Byron used that track position to finish 2nd in Stage 1. Hamlin was 13th. That had him on the good side of the cutline after. Then a 3rd place finish in Stage 2 and Hamlin being 10th allowed Byron to pull further ahead. He just had to manage it from that point forward.
Unfortunately, he couldn’t.
Byron’s car faded in the final stage. He went from a top 5 to 13th and forced Rudy Fugle to have them go off strategy and use the final stage on a two stop cycle. However, a terrible pit stop and a caution for a Ryan Blaney spin five laps later pinned Byron outside the top 10 for the final stint and didn’t allow him to get back inside of the top 10 as a result.
“We just had one bad run,” Byron said. “We restarted second and kind of maintained in second for maybe a couple of laps, and then the car fell off and disappeared. That one run was just really weird, so we lost a lot of track position.”
He was worried in the closing laps when on the ensuring restart, he was outside the top 15. Hamlin was 4th. Hamlin would go from 4th to 1st and now had a guaranteed spot to Phoenix if he could hold his teammate (Martin Truex Jr.) and Kyle Larson off.
He couldn’t.
However, another caution would fly on Lap 244 which would bring everyone back down pit road. Hamlin would restart on the front row. He couldn’t keep it.

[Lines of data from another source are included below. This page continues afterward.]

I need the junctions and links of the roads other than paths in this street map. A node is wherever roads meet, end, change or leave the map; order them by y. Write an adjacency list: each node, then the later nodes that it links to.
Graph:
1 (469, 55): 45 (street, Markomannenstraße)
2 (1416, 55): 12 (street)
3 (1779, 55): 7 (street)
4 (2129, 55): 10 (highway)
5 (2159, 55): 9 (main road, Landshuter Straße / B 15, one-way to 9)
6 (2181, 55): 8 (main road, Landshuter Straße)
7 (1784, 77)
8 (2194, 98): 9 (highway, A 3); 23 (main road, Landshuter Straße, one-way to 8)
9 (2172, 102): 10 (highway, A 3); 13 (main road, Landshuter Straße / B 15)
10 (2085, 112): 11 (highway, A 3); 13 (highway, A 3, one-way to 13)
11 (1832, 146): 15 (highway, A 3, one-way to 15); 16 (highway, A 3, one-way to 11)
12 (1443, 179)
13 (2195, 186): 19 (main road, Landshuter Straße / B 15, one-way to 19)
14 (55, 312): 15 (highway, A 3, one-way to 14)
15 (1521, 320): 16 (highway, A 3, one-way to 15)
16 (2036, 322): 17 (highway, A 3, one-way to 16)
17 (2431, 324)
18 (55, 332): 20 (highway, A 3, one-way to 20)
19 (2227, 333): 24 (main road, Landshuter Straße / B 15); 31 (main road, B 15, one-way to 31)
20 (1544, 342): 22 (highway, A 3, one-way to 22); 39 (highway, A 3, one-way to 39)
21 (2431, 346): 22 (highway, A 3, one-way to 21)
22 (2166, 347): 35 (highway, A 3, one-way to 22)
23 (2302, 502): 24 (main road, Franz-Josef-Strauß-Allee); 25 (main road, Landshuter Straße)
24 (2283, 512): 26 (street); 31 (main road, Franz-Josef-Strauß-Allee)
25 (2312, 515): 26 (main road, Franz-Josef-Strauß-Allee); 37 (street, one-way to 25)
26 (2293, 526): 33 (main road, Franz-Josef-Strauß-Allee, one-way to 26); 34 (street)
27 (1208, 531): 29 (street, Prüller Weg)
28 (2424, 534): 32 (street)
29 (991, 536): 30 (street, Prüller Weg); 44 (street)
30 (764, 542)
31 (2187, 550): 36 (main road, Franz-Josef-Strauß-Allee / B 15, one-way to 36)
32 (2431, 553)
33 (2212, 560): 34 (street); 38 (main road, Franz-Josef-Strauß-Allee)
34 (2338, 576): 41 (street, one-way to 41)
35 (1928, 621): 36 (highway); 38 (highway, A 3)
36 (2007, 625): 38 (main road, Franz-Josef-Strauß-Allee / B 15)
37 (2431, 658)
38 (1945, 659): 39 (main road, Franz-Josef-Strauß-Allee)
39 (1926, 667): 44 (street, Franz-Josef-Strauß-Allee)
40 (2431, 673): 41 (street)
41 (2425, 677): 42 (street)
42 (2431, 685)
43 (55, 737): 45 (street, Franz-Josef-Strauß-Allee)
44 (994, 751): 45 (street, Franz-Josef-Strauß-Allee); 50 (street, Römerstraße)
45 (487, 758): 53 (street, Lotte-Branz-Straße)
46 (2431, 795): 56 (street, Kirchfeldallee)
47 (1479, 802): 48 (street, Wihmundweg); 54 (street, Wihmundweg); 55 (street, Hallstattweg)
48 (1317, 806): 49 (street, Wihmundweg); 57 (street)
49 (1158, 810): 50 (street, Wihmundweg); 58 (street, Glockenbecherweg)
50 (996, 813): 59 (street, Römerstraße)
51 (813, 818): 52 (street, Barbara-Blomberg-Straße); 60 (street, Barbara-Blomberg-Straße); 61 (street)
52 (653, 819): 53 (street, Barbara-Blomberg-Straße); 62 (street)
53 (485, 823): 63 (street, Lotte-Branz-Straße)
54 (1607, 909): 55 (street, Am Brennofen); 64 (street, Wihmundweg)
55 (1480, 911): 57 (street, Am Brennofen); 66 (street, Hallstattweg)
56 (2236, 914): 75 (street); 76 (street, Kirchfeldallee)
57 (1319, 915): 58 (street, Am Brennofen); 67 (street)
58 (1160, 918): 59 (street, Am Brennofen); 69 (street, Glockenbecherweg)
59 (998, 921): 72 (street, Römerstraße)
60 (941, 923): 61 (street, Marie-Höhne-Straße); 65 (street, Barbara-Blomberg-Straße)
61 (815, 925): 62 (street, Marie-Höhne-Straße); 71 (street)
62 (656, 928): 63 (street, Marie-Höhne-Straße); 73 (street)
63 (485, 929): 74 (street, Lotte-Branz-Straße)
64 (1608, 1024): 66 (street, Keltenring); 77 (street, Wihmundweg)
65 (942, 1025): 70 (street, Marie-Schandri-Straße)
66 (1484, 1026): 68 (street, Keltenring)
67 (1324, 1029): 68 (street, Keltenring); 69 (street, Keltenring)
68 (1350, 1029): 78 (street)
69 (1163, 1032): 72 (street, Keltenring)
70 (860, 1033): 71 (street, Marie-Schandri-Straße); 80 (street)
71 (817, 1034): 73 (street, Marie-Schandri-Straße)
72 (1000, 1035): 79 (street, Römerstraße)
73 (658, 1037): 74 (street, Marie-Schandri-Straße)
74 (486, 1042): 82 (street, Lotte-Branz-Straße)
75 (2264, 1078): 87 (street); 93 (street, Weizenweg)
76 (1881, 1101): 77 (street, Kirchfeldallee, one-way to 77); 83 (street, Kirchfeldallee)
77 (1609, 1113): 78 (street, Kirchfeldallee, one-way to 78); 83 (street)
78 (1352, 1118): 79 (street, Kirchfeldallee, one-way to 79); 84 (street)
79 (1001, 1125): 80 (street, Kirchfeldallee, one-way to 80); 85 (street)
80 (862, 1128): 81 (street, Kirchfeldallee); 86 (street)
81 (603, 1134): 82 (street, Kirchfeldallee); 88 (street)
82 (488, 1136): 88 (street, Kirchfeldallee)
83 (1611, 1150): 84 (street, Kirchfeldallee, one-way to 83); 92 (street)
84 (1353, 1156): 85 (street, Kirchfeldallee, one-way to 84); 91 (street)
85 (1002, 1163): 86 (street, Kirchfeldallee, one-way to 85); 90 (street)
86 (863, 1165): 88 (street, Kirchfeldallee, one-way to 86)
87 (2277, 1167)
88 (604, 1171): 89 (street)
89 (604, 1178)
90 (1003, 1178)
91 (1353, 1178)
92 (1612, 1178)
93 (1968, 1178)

He’d fade to finish 7th. Byron rebounded to come home 12th which while it was a bad final stage, he still gained 11 points on the day and heads to Martinsville 5 points above the cutline.
Byron won the last race at Martinsville this past spring and has five Top-8’s in his last six Martinsville starts including a runner-up in the playoff race in 2019, fourth and fifth respectively last year and a win in the spring race.